Inverted bottleneck block (IBN) variants: (a) Conventional with depthwise, (b) Fused-IBN, (c)GC-IBN with group convolutions in the expansion phase
In this work we utilize Group Convolution (GC) as part of the fused expansion in constructing IBNs (Figure 1). GC based IBN becomes a versatile block that opens up a large design space between conventional depthwise IBNs and fused full-convolution IBNs which can be controlled by the group size parameter. Figure 2 demonstrates the search space enabled by GC-based IBNs that allows a flexible tradeoff between latency and number of trainable parameters. GC-based IBNs allow increasing the number of trainable parameters gradually without requiring the latency cost of full-convolution based IBNs. Moreover, they can also be faster than conventional IBNs with depthwise convolutions while providing more trainable parameters.
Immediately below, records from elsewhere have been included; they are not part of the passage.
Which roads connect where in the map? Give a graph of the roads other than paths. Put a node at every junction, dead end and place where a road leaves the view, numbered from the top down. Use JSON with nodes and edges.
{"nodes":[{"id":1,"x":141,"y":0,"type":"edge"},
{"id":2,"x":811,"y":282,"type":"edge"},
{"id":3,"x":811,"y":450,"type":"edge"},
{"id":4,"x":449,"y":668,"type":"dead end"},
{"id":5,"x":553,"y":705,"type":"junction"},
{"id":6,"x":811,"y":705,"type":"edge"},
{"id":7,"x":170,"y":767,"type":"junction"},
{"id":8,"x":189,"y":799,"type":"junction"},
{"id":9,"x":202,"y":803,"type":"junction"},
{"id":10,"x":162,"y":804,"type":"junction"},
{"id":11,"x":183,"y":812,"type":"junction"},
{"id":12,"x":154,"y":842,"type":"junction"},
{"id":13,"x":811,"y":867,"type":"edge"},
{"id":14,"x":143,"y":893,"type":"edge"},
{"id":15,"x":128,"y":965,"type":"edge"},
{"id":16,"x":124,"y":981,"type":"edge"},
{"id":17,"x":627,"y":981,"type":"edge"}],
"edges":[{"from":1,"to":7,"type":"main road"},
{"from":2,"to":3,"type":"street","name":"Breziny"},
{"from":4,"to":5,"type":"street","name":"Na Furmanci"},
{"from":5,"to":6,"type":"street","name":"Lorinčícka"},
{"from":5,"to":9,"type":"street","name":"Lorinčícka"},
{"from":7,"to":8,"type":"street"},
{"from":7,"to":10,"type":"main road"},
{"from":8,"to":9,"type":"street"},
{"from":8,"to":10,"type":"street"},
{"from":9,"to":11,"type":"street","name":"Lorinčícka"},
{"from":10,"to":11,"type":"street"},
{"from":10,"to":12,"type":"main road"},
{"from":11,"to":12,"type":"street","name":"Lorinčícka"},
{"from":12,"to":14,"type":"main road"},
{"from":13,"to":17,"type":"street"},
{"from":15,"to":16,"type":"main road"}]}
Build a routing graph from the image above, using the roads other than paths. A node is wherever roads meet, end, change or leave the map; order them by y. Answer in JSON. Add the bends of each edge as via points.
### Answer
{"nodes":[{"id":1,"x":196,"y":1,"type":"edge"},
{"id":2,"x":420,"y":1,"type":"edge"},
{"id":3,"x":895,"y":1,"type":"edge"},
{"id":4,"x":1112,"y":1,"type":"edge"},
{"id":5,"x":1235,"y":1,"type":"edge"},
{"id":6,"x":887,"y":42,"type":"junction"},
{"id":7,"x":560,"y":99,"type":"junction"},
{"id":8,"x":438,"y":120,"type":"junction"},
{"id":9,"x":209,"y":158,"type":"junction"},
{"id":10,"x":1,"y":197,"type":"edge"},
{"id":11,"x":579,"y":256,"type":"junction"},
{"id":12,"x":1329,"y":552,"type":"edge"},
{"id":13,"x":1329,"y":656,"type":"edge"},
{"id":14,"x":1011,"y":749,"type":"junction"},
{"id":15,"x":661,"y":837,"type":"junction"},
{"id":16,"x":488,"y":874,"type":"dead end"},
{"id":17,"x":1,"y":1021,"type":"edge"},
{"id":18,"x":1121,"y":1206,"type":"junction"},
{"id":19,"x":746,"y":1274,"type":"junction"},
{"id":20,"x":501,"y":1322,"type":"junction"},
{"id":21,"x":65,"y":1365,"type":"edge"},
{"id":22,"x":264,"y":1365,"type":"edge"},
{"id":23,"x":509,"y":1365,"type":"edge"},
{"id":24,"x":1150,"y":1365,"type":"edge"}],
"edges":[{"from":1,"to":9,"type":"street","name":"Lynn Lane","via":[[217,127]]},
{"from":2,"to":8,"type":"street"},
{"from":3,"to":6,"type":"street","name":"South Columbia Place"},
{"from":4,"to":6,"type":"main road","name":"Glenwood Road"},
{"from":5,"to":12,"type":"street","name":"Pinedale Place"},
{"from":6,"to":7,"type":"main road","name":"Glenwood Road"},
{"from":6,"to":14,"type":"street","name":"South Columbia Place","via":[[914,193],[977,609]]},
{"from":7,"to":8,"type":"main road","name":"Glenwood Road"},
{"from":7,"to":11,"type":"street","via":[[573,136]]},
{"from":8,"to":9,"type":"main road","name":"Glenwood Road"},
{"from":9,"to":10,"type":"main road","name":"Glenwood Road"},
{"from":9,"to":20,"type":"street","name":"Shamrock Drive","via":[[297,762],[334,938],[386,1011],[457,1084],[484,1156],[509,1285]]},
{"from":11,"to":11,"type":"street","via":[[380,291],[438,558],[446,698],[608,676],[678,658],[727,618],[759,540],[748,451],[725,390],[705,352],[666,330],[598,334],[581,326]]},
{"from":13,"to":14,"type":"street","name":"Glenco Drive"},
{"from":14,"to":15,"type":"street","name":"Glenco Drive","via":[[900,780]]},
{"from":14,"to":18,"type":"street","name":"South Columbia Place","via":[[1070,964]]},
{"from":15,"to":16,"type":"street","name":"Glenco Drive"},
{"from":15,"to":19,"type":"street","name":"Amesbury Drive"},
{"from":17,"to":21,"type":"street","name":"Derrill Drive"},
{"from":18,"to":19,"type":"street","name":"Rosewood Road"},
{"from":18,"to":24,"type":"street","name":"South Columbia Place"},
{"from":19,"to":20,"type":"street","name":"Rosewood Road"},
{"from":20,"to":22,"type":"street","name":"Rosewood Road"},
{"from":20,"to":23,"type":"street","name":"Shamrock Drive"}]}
### Model performance on Edge TPU Tradeoffs discussed above and exemplified in Figure 2 are highly dependent on the tensor shapes and cannot be generalized throughout the neural network. Hence, we use AutoML techniques as a rescue to find the optimal block decisions and craft a family of network architectures at different latency targets. Figure 3 demonstrates that the resulting MobileNetEdgeTPUV2 model-family improves the pareto-frontier compared to the existing on-device SOTA models when run on Edge TPU.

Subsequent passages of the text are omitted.